**What this task involves**
Show each line of the entries below in which the word "Cuarta" appears.

**Information provided**

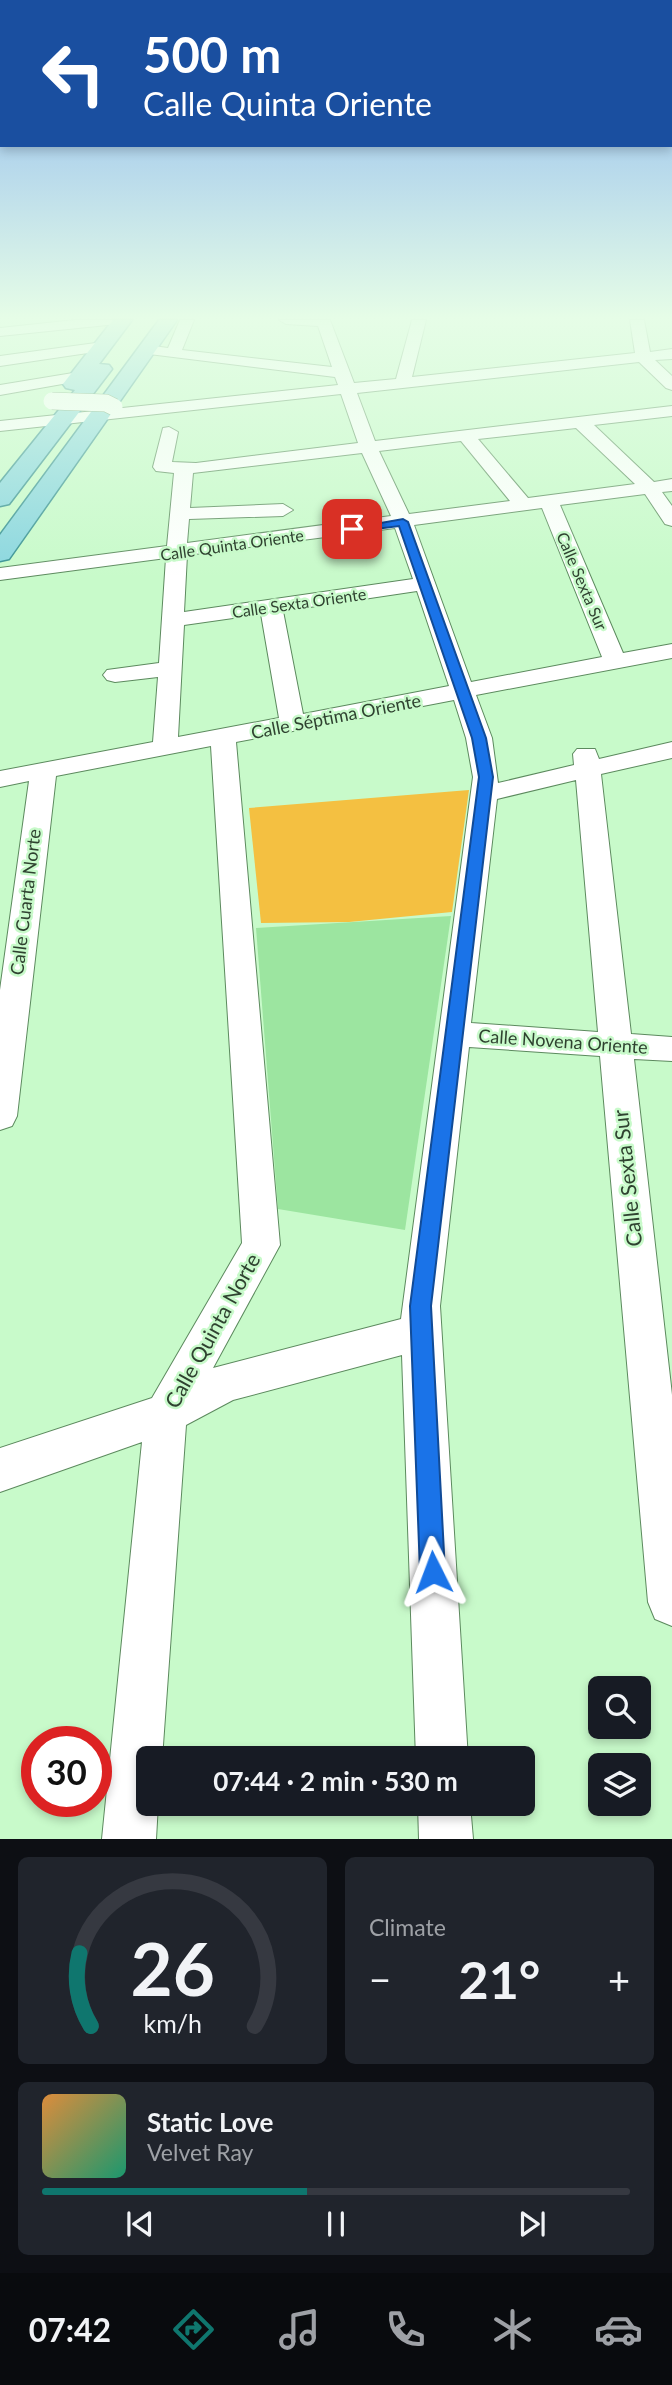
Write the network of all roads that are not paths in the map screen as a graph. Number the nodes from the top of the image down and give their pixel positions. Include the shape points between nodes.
1 (77, 406) edge
2 (81, 406) edge
3 (82, 406) edge
4 (84, 406) edge
5 (134, 406) edge
6 (353, 406) edge
7 (672, 411) edge
8 (76, 413) junction
9 (580, 422) junction
10 (0, 426) edge
11 (169, 432) dead end
12 (467, 437) junction
13 (369, 449) junction
14 (184, 468) junction
15 (0, 477) edge
16 (672, 485) edge
17 (650, 488) junction
18 (0, 499) edge
19 (548, 501) junction
20 (523, 505) junction
21 (283, 510) dead end
22 (179, 514) junction
23 (0, 520) edge
24 (672, 520) edge
25 (403, 522) junction
26 (0, 553) edge
27 (175, 553) junction
28 (0, 574) edge
29 (424, 584) junction
30 (271, 607) junction
31 (175, 620) junction
32 (672, 650) edge
33 (615, 662) junction
34 (171, 669) junction
35 (115, 675) dead end
36 (462, 692) junction
37 (293, 725) junction
38 (672, 734) edge
39 (223, 739) junction
40 (165, 749) junction
41 (672, 750) edge
42 (587, 762) junction
43 (43, 772) junction
44 (0, 779) edge
45 (485, 785) junction
46 (454, 1034) junction
47 (615, 1046) junction
48 (672, 1049) edge
49 (0, 1110) edge
50 (0, 1116) edge
51 (420, 1332) junction
52 (166, 1413) junction
53 (0, 1470) edge
54 (672, 1602) edge
55 (441, 1746) edge
56 (445, 1816) edge
57 (129, 1839) edge
58 (446, 1839) edge

1 - 8 main road
2 - 8 main road
3 - 8 main road
4 - 8 main road
5 - 8 street
6 - 13 street
7 - 9 street
8 - 10 street
8 - 15 main road
8 - 18 main road
8 - 23 main road
8 - 26 main road
9 - 12 street
9 - 17 street
11 - 14 street via 162,467
12 - 13 street
12 - 20 street
13 - 14 street
13 - 25 street
14 - 22 street
16 - 17 street, Calle Quinta Oriente
17 - 19 street, Calle Quinta Oriente
17 - 24 street
19 - 20 street, Calle Quinta Oriente
19 - 33 street, Calle Sexta Sur
20 - 25 street, Calle Quinta Oriente
21 - 22 street
22 - 27 street
25 - 27 street, Calle Quinta Oriente
25 - 29 street
27 - 28 street, Calle Quinta Oriente
27 - 31 street
29 - 30 street, Calle Sexta Oriente
29 - 36 street
30 - 31 street, Calle Sexta Oriente
30 - 37 street
31 - 34 street
32 - 33 street, Calle Séptima Oriente
33 - 36 street, Calle Séptima Oriente
34 - 35 street
34 - 40 street
36 - 37 street, Calle Séptima Oriente
36 - 45 street via 479,738
37 - 39 street, Calle Séptima Oriente
38 - 42 street
39 - 40 street, Calle Séptima Oriente
39 - 52 street, Calle Quinta Norte via 261,1245
40 - 43 street, Calle Séptima Oriente
41 - 42 street
42 - 45 street
42 - 47 street, Calle Sexta Sur
43 - 44 street, Calle Séptima Oriente
43 - 49 street, Calle Cuarta Norte
45 - 46 street
46 - 47 street, Calle Novena Oriente
46 - 51 street
47 - 48 street, Calle Novena Oriente
47 - 54 street, Calle Sexta Sur
49 - 50 street, Calle Cuarta Norte
51 - 52 street via 225,1383
51 - 55 street
52 - 53 street
52 - 57 street, Calle Quinta Norte
56 - 58 street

**Solution below**
43 - 49 street, Calle Cuarta Norte
49 - 50 street, Calle Cuarta Norte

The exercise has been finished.